Clearly there is a shoot-to-kill-and-ask-questions-later policy in place. No exemptions.


----------



## Diwundrin (Oct 4, 2013)

Whatever Warri.


----------



## Jillaroo (Oct 4, 2013)

_I feel before we all jump to conclusions we need to wait for the other members who live there to let us know what really happened, i really can't see the Police firing on a car for no reason, and what the terrorists have put them through in the past few years i can understand their actions.
             They would not have been able to see the baby as it was only small, and they do have a duty to protect the public and after reading what the woman was doing i can understand their actions, but as i said let's wait for the members to let us know what occured._

http://www.washingtontimes.com/news/2013/oct/3/shots-fired-us-capitol-building-lockdown/


----------



## Warrigal (Oct 4, 2013)

The Herald Sun has put together a fairly comprehensive report.

http://www.heraldsun.com.au/news/wo...-did-she-do-this/story-fni0xs61-1226732973745


----------



## SifuPhil (Oct 4, 2013)

Looking at a crises scenario from the outside, and actually being _in_ it, are usually two very different things. You develop tunnel-vision and auditory exclusions, and your brain goes into fight-or-flight mode. You have to deal with the adrenaline dump, the nerves, and the interpretation of a constantly-changing scenario. You're trying to gather and process data while you're reacting - never an easy thing even in the best of times.

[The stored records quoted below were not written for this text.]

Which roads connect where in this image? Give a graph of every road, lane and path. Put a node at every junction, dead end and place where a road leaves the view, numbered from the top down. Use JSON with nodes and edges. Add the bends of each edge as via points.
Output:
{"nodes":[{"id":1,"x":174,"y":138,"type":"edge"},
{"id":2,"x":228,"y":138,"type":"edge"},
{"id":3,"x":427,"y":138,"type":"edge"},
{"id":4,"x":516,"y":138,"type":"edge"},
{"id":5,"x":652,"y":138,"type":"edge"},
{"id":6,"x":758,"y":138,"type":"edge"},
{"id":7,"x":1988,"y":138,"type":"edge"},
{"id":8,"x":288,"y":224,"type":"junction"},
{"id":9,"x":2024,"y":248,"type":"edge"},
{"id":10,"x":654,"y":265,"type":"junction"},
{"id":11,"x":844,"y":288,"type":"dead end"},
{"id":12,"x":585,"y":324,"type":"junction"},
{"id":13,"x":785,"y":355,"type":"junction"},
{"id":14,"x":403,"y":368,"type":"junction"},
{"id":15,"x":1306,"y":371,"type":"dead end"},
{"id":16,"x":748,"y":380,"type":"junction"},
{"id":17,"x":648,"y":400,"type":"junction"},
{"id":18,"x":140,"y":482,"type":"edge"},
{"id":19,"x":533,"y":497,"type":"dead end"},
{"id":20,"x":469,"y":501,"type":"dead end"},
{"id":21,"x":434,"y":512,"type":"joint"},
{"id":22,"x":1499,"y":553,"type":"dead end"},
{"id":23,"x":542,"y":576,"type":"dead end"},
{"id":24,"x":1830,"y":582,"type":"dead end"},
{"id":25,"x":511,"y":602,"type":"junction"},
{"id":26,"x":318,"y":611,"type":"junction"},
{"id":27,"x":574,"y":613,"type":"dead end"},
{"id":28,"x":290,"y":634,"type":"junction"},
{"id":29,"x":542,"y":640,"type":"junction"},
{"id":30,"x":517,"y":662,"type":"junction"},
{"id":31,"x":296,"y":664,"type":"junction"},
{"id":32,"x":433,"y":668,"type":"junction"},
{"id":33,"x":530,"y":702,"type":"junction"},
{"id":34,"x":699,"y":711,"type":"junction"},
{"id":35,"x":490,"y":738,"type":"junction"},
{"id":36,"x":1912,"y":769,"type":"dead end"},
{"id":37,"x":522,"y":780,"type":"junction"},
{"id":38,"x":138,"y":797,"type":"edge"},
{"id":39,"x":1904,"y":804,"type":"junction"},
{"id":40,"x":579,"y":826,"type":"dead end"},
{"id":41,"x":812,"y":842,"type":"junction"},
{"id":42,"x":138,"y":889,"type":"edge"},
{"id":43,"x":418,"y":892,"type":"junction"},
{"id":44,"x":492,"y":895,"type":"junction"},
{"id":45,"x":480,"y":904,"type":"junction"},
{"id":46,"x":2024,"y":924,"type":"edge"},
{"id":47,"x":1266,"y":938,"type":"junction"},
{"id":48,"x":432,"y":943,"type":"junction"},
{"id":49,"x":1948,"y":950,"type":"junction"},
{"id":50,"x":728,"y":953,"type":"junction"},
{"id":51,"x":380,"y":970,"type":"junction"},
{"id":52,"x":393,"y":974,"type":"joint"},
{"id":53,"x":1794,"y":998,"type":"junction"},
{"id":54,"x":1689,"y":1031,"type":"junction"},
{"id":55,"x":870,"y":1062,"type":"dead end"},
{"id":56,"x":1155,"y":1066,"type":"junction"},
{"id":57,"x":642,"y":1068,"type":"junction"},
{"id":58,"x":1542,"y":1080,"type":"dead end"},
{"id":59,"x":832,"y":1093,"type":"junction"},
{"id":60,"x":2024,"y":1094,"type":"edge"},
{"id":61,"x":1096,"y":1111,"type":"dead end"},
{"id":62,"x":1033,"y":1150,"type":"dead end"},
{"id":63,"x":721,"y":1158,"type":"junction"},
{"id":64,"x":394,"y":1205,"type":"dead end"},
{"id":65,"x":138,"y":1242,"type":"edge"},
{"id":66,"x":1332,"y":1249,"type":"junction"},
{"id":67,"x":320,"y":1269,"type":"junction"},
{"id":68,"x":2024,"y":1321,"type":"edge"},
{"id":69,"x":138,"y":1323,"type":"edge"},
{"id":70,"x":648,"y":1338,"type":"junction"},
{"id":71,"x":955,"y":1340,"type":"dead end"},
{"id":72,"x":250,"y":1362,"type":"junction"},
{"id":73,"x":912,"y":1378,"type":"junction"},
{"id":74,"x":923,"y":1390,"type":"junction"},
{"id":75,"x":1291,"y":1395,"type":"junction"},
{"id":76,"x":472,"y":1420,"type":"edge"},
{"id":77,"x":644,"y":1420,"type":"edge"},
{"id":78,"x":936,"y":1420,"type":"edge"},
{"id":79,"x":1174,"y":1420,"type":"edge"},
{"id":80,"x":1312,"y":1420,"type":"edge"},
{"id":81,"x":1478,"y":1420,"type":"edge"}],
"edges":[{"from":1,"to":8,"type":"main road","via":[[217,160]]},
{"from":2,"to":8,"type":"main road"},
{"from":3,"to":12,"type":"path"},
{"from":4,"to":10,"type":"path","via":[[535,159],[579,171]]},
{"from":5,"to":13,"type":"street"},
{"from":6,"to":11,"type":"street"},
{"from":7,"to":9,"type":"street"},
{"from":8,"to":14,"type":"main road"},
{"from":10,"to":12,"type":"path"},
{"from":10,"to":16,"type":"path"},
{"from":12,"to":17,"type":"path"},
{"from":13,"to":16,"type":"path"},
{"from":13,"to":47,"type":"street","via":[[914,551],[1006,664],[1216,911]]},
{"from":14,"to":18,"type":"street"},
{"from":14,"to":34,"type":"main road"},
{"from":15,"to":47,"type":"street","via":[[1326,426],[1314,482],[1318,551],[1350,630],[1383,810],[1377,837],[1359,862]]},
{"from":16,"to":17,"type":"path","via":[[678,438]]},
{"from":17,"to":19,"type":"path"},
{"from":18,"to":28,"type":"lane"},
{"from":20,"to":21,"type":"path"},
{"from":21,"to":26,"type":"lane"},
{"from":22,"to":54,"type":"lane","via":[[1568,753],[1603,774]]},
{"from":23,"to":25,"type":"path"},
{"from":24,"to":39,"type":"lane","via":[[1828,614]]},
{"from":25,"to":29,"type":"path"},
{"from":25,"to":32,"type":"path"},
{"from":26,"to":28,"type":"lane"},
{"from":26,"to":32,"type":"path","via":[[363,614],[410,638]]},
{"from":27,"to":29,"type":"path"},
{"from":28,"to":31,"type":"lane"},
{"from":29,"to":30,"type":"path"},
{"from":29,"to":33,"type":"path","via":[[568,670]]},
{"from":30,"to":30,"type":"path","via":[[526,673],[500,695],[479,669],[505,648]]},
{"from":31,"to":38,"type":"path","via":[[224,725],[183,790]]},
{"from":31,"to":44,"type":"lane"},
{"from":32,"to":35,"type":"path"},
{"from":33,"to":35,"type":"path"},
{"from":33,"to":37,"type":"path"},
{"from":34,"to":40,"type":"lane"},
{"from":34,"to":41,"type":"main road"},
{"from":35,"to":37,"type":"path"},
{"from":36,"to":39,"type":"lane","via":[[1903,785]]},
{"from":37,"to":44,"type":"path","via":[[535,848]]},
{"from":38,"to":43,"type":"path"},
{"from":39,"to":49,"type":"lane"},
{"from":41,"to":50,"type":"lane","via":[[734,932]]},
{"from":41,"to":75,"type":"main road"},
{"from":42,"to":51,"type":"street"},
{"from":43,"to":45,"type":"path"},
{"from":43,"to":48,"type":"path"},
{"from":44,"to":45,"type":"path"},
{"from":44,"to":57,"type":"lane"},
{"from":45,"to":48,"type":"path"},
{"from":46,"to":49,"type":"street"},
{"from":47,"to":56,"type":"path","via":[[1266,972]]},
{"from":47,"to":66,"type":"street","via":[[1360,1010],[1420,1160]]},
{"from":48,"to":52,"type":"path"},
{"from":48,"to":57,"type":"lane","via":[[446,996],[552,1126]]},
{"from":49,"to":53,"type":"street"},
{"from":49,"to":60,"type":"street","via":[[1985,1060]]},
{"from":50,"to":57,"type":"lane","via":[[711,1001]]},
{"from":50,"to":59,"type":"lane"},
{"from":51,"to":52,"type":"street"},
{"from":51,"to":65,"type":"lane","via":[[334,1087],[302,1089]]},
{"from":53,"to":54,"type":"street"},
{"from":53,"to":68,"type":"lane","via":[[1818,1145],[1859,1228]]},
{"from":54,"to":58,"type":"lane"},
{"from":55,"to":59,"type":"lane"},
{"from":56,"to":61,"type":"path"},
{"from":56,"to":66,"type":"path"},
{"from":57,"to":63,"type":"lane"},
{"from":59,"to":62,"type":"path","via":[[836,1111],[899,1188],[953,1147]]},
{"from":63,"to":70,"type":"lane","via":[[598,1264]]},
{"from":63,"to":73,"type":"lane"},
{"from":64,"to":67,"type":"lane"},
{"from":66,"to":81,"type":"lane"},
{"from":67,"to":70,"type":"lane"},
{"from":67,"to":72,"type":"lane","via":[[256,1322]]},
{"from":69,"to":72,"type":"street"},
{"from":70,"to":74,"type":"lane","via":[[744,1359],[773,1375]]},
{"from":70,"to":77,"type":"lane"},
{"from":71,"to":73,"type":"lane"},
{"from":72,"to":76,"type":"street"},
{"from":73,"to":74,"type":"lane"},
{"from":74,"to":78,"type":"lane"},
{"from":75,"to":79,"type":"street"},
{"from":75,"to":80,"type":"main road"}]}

I've seen comments saying the cops should have shot out the tires. That's equivalent to saying you should shoot the gun out of the bad guy's hand - you don't focus on small targets in a crises; you go for center-of-mass or, as in this case, the threat itself - the driver.

Whoever this woman is, whatever reason she went postal, doesn't matter. She was a direct threat to the Power Structure, and every American knows that when you put on THAT hat you're open game. She knew what she was doing, so we shouldn't cry that she was taken down.

Kid in the car? Yeah, I'm going to spend my precious few seconds of reaction time and pants-wetting terror while being run-over looking for an approved child safety seat in the car. 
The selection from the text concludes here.